## Exercise instructions
The answer must repeat each line of the material exactly.

___

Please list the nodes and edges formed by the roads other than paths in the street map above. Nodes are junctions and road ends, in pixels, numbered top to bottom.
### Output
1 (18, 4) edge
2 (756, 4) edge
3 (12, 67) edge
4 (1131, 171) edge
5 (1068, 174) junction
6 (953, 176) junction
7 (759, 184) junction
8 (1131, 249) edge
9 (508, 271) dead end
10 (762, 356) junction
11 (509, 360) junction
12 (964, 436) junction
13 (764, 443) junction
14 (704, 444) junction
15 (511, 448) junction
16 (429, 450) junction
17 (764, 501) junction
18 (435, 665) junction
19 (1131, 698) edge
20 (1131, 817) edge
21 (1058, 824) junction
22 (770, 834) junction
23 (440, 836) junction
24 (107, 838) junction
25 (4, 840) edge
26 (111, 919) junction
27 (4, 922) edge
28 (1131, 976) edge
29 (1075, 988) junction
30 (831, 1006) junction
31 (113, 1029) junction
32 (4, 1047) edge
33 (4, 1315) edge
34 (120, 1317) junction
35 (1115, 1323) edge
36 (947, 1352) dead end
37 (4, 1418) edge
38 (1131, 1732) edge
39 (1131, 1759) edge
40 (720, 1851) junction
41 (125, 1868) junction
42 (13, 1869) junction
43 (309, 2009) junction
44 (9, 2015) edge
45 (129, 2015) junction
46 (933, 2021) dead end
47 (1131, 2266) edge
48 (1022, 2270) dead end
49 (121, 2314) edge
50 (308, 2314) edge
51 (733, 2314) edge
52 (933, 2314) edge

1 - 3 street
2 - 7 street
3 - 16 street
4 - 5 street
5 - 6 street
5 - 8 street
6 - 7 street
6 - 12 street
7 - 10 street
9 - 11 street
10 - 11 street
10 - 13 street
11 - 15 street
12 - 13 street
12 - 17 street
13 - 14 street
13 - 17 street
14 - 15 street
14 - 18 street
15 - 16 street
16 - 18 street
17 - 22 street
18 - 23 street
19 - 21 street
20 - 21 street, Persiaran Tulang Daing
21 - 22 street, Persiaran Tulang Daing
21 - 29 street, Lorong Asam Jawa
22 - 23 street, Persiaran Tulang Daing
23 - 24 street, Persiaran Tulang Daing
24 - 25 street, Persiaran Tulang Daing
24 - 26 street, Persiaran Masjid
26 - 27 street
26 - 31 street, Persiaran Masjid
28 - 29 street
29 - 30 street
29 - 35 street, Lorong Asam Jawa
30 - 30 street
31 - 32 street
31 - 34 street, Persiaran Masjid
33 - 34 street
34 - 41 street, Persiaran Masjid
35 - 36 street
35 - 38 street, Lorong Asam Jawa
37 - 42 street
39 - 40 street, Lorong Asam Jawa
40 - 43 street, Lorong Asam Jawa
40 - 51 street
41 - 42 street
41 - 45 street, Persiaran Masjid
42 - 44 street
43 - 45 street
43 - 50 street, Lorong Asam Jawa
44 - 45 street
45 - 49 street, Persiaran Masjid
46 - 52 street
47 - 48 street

___

## Task response
Please list the nodes and edges formed by the roads other than paths in the street map above. Nodes are junctions and road ends, in pixels, numbered top to bottom.
### Output
1 (18, 4) edge
2 (756, 4) edge
3 (12, 67) edge
4 (1131, 171) edge
5 (1068, 174) junction
6 (953, 176) junction
7 (759, 184) junction
8 (1131, 249) edge
9 (508, 271) dead end
10 (762, 356) junction
11 (509, 360) junction
12 (964, 436) junction
13 (764, 443) junction
14 (704, 444) junction
15 (511, 448) junction
16 (429, 450) junction
17 (764, 501) junction
18 (435, 665) junction
19 (1131, 698) edge
20 (1131, 817) edge
21 (1058, 824) junction
22 (770, 834) junction
23 (440, 836) junction
24 (107, 838) junction
25 (4, 840) edge
26 (111, 919) junction
27 (4, 922) edge
28 (1131, 976) edge
29 (1075, 988) junction
30 (831, 1006) junction
31 (113, 1029) junction
32 (4, 1047) edge
33 (4, 1315) edge
34 (120, 1317) junction
35 (1115, 1323) edge
36 (947, 1352) dead end
37 (4, 1418) edge
38 (1131, 1732) edge
39 (1131, 1759) edge
40 (720, 1851) junction
41 (125, 1868) junction
42 (13, 1869) junction
43 (309, 2009) junction
44 (9, 2015) edge
45 (129, 2015) junction
46 (933, 2021) dead end
47 (1131, 2266) edge
48 (1022, 2270) dead end
49 (121, 2314) edge
50 (308, 2314) edge
51 (733, 2314) edge
52 (933, 2314) edge

1 - 3 street
2 - 7 street
3 - 16 street
4 - 5 street
5 - 6 street
5 - 8 street
6 - 7 street
6 - 12 street
7 - 10 street
9 - 11 street
10 - 11 street
10 - 13 street
11 - 15 street
12 - 13 street
12 - 17 street
13 - 14 street
13 - 17 street
14 - 15 street
14 - 18 street
15 - 16 street
16 - 18 street
17 - 22 street
18 - 23 street
19 - 21 street
20 - 21 street, Persiaran Tulang Daing
21 - 22 street, Persiaran Tulang Daing
21 - 29 street, Lorong Asam Jawa
22 - 23 street, Persiaran Tulang Daing
23 - 24 street, Persiaran Tulang Daing
24 - 25 street, Persiaran Tulang Daing
24 - 26 street, Persiaran Masjid
26 - 27 street
26 - 31 street, Persiaran Masjid
28 - 29 street
29 - 30 street
29 - 35 street, Lorong Asam Jawa
30 - 30 street
31 - 32 street
31 - 34 street, Persiaran Masjid
33 - 34 street
34 - 41 street, Persiaran Masjid
35 - 36 street
35 - 38 street, Lorong Asam Jawa
37 - 42 street
39 - 40 street, Lorong Asam Jawa
40 - 43 street, Lorong Asam Jawa
40 - 51 street
41 - 42 street
41 - 45 street, Persiaran Masjid
42 - 44 street
43 - 45 street
43 - 50 street, Lorong Asam Jawa
44 - 45 street
45 - 49 street, Persiaran Masjid
46 - 52 street
47 - 48 street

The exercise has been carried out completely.